Around midday Thursday (July 2), bitcoin’s price was just above $254.
But across Europe the bitcoin volumes are surging, other reports say.
“Volumes in the last 48 hours have been about 300 percent higher than they have been,” Fred Ehrsam, co-founder of Coinbase, told Fox Business, adding that this means consumers are “becoming aware of what it really means to have money in their bank account.”
Bitreserve’s new CEO, Anthony Watson, also said his company has seen an uptick in bitcoin activity as it relates to the euro. Interestingly enough, there’s been more consumers looking at fiat currencies and gold investments via Bitreserve, Watson said. He also pointed to the fact that there’s not a general awareness of what exactly bitcoin is in Greece.
“Laypeople in Greece don’t know what bitcoin is.

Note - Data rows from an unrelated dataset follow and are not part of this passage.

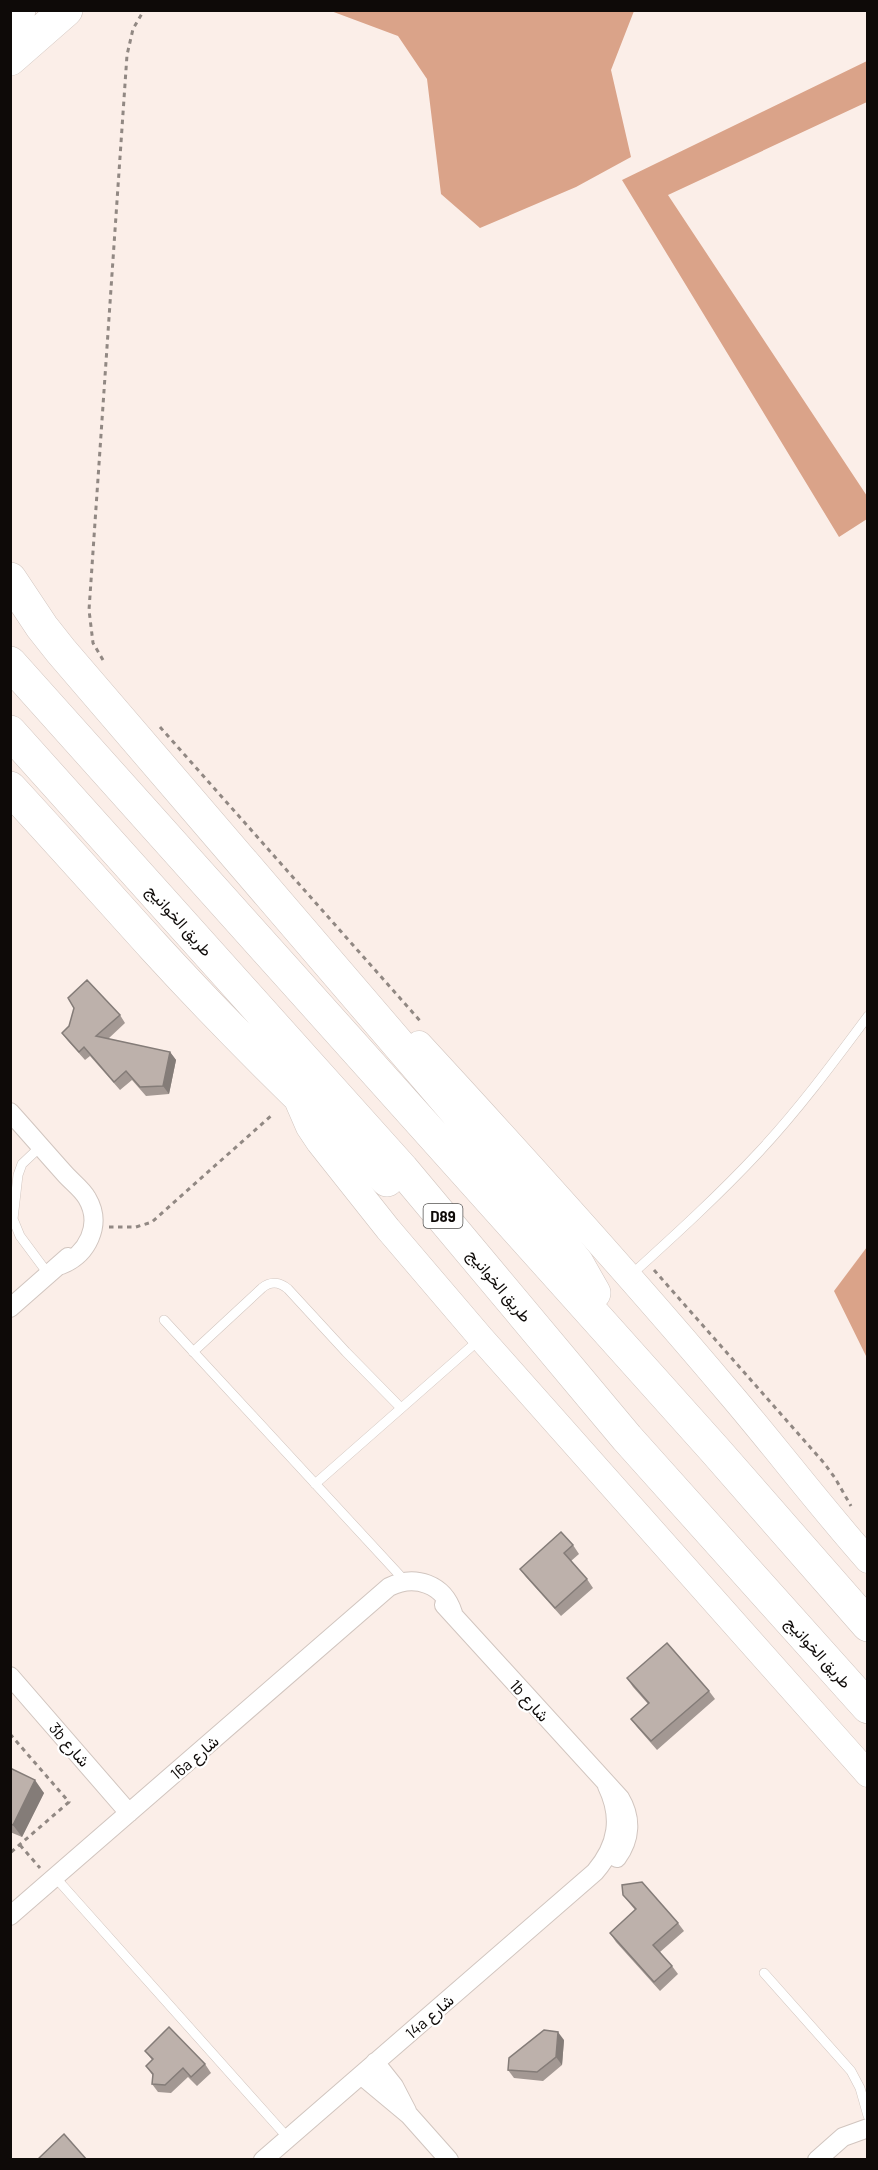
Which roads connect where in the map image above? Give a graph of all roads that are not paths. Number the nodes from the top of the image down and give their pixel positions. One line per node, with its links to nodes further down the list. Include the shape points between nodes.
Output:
1 (19, 10): 3 (highway)
2 (66, 10): 4 (highway)
3 (10, 21)
4 (10, 59)
5 (10, 579): 9 (highway, via 61,651)
6 (10, 663): 19 (highway, D89)
7 (10, 732): 14 (highway, طريق الخوانيج / D89, via 402,1169)
8 (10, 788): 11 (highway, via 156,949)
9 (316, 946): 15 (street, via 349,970 508,1140); 19 (highway, via 484,1144 577,1263 597,1299)
10 (867, 1016): 15 (lane, via 761,1150)
11 (284, 1103): 14 (highway, via 397,1189); 20 (street, via 305,1119 388,1229)
12 (10, 1112): 13 (street)
13 (40, 1146): 16 (lane, via 22,1164 13,1219 20,1236); 16 (street, via 91,1207 87,1227)
14 (477, 1258): 28 (highway, طريق الخوانيج / D89, via 627,1438)
15 (638, 1269): 24 (street, via 732,1395)
16 (55, 1270): 17 (street)
17 (10, 1308)
18 (164, 1320): 21 (lane)
19 (604, 1326): 26 (highway, D89)
20 (481, 1338): 22 (lane); 29 (street)
21 (193, 1352): 22 (lane, via 262,1288 270,1283 280,1284); 23 (lane)
22 (401, 1408): 23 (lane)
23 (315, 1484): 25 (lane)
24 (867, 1560)
25 (414, 1585): 30 (street, 16a شارع, via 389,1587); 31 (street, 1b شارع, via 453,1613 607,1786)
26 (867, 1626)
27 (10, 1676): 30 (street, 3b شارع)
28 (867, 1707)
29 (867, 1774)
30 (129, 1813): 32 (street, 16a شارع)
31 (623, 1826): 35 (street, 14a شارع, via 627,1841 611,1863 595,1872)
32 (53, 1879): 33 (street, 16a شارع); 40 (lane)
33 (10, 1916)
34 (764, 1973): 38 (lane, via 851,2071 861,2088)
35 (375, 2062): 36 (street, 14a شارع); 37 (street, via 394,2086)
36 (361, 2075): 37 (street); 40 (street, 14a شارع)
37 (409, 2115): 42 (street)
38 (867, 2116)
39 (867, 2128): 43 (street, via 843,2137)
40 (288, 2138): 41 (street, 14a شارع)
41 (263, 2160)
42 (449, 2160)
43 (817, 2160)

They are still struggling with the concept of what a cryptocurrency is,” noted Watson, who also admitted that during a time of crisis, people might be less likely to trust a currency that has immense volatility — saying that bitcoin “bounces around like a jack rabbit.”
The Greeks, at least the general population, may not be familiar with the digital currency, but its financial crisis has certainly started conversations about the role of bitcoin and the blockchain on a global scale.
“To see the future of finance, we must look beyond the currency use case for bitcoin and blockchain technology. It is encouraging to see that this relatively small crisis has not only highlighted one of bitcoin’s use cases and has caused the price to rise. Imagine what bitcoin would be worth when all the use cases are realized,” wrote Brian Kelly, founder and managing member of Brian Kelly Capital LLC, a global macro investment firm, earlier this week.
“Using blockchain technology (the technology behind bitcoin) there is a simple and elegant way for Greece to monetize assets and pay government employees,” Kelly wrote in an op-ed piece for CNBC in May.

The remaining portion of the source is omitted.